While Orientalist art is undoubtedly more about the West than the cultures it portrays, it must capture something of the latter’s cultural imaginary. How else to explain that it was largely Arab buyers that saw prices go from a few thousand to several hundred thousand dollars in the 1970s and 1980s?

And even more dollars now! Erwin Panofsky’s distinction between examining a work of art as "document" and as "monument" is here useful. Orientalist works are documents that can be interpreted through so many filters. I am convinced that art speaks many languages and that art historians do not have the monopoly of its interpretation. We learn so much by crossing our expertise with scholars from other disciplines. Orientalist art was made by white artists for white customers, mainly men. This is why we cannot avoid the colonial and male context of the genre, without excluding the standard stylistic art historical approach. Each perspective adds to our global knowledge of the work. Orientalism is such a wide subject as a Western construction because they are so many Orients. This is why I choose to focus on smaller, specific themes relevant to Benjamin-Constant and his circles in the exhibition: Byzantium at the Salon, Islamic Spain, Morocco, and the inevitable harem theme. Each possesses its own imagery and iconography with its fake mythologies or authentic testimonies.

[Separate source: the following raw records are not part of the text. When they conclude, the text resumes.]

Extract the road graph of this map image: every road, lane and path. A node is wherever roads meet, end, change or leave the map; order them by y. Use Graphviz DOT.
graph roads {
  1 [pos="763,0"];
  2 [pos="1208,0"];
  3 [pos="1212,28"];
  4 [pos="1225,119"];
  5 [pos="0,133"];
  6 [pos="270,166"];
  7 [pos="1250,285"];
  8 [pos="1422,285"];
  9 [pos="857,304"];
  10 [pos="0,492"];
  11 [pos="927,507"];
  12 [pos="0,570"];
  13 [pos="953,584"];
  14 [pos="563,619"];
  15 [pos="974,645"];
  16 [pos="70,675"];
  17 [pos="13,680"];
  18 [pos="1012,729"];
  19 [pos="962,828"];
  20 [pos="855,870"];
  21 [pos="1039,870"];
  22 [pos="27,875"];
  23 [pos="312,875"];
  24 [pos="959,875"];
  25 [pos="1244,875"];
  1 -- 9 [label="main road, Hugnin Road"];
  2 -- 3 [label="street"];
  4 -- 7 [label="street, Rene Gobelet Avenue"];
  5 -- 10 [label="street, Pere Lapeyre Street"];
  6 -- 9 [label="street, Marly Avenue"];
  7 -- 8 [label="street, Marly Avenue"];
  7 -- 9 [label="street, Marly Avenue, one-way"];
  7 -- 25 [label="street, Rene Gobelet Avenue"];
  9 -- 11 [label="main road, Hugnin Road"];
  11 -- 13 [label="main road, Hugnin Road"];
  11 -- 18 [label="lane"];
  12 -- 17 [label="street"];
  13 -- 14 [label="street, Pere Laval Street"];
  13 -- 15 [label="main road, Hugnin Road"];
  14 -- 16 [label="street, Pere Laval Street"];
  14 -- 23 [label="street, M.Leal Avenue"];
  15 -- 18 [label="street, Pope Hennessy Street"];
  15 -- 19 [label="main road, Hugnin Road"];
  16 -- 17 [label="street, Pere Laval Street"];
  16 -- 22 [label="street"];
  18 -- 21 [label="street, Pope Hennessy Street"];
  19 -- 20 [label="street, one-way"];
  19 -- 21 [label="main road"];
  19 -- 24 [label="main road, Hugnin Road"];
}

As "monument", Orientalist art is variously appreciated throughout Arabic collections. Qatar recently acquired many works building a strong collection for their museum, the King of Morocco also owns many good Orientalists paintings some signed by Benjamin-Constant. These collectors can appreciate the works for what they are: superb paintings showing a reflection, sometimes distorted, of their past. But I do not think this kind of fine arts taste is spread throughout the population who has been exposed to Western clichés more through popular culture or entertainment like postcards or cinema.

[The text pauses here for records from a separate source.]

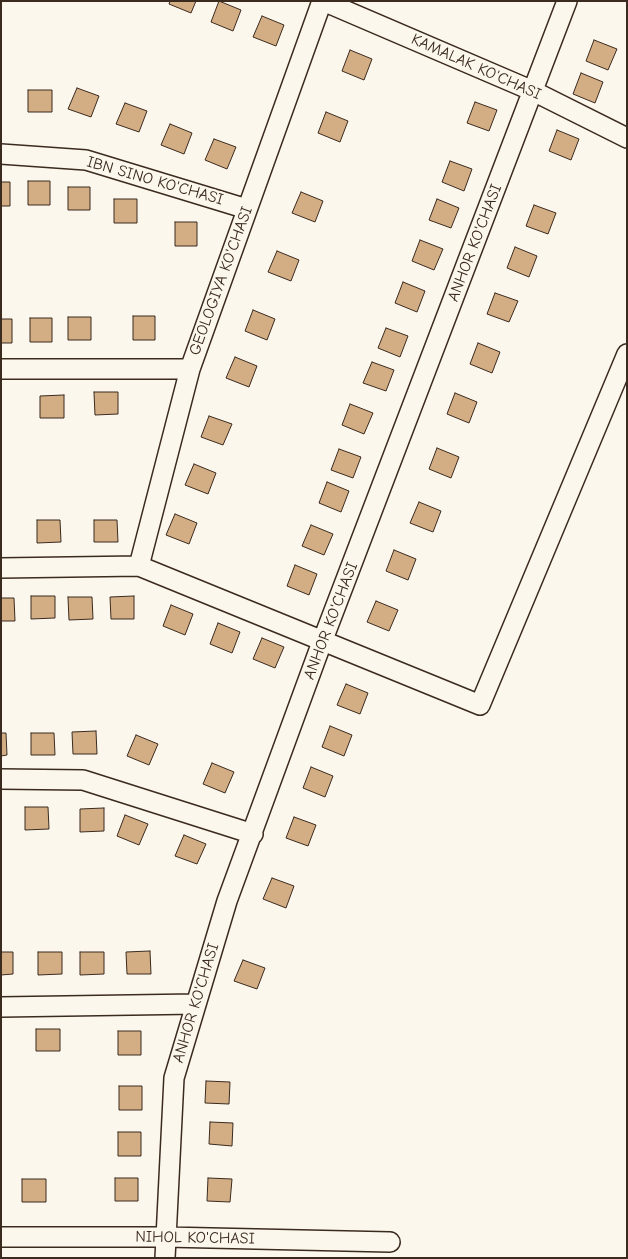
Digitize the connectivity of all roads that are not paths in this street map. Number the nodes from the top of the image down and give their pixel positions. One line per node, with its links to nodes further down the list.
1 (323, 1): 3 (street, KAMALAK KO'CHASI); 6 (street, GEOLOGIYA KO'CHASI)
2 (567, 1): 3 (street, ANHOR KO'CHASI)
3 (533, 91): 4 (street, KAMALAK KO'CHASI); 12 (street, ANHOR KO'CHASI)
4 (627, 138)
5 (1, 154): 6 (street, IBN SINO KO'CHASI)
6 (247, 209): 9 (street, GEOLOGIYA KO'CHASI)
7 (627, 354): 12 (street)
8 (1, 369): 9 (street)
9 (190, 369): 10 (street, GEOLOGIYA KO'CHASI)
10 (138, 566): 11 (street); 12 (street)
11 (1, 568)
12 (322, 642): 14 (street, ANHOR KO'CHASI)
13 (1, 779): 14 (street)
14 (253, 834): 15 (street, ANHOR KO'CHASI)
15 (196, 1004): 16 (street); 18 (street, ANHOR KO'CHASI)
16 (1, 1006)
17 (1, 1236): 18 (street, NIHOL KO'CHASI)
18 (166, 1236): 19 (street, NIHOL KO'CHASI); 20 (street, ANHOR KO'CHASI)
19 (390, 1242)
20 (165, 1258)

image Cat. 170. / Jean-Joseph Benjamin-Constant, The Tailor’s Shop, 1878, Oil on canvas, 64x 100.5 cm, Signed and dated l.l.: Benjamin. Constant. 1878, New York, Christie’s, October 27, 2004, lot 54 / Photo © Christie's Images / The Bridgeman Art Library

You have included three contemporary Moroccan women artists —Majida Khattari, Lalla Essaydi and Yasmina Bouziane— in the show who reference Orientalist motifs. Are they there to counter Orientalist stereotypes and, if so, does it suffice?

From the very beginning, especially in light of the well-known harem motif and Fatima Mernissi’s books, it was obvious that I must include Middle Eastern contemporary women artists. Phallocratic, artificial, sugar sweet, and somehow disturbing iconic pictures by Benjamin-Constant’s companions —Debat-Ponsan, Gêrome, or Leconte de Nouy— often relate to the Ottoman world. Bringing in Moroccan women artists was more relevant regarding Benjamin-Constant as Bouziane, Essaydi, and Khattari, work precisely with Moroccan cultural iconography. Khattari, for example, has been directly inspired by Benjamin-Constant’s Cherifas whose huge painting is displayed along with her photographs in a very impressive face-to-face.

I am conscious that their contemporary stage is larger. I could have considered others artists like Fatima Mazmouz or Safaa Erruas. But it would be another exhibition, one, by the way, I would like to do one day about contemporary women Middle Eastern artists! I am convinced that mixing those works, from yesterday and today, is an absolutely necessary tool that helps us to understand and so to better appreciate each other’s artistic expression.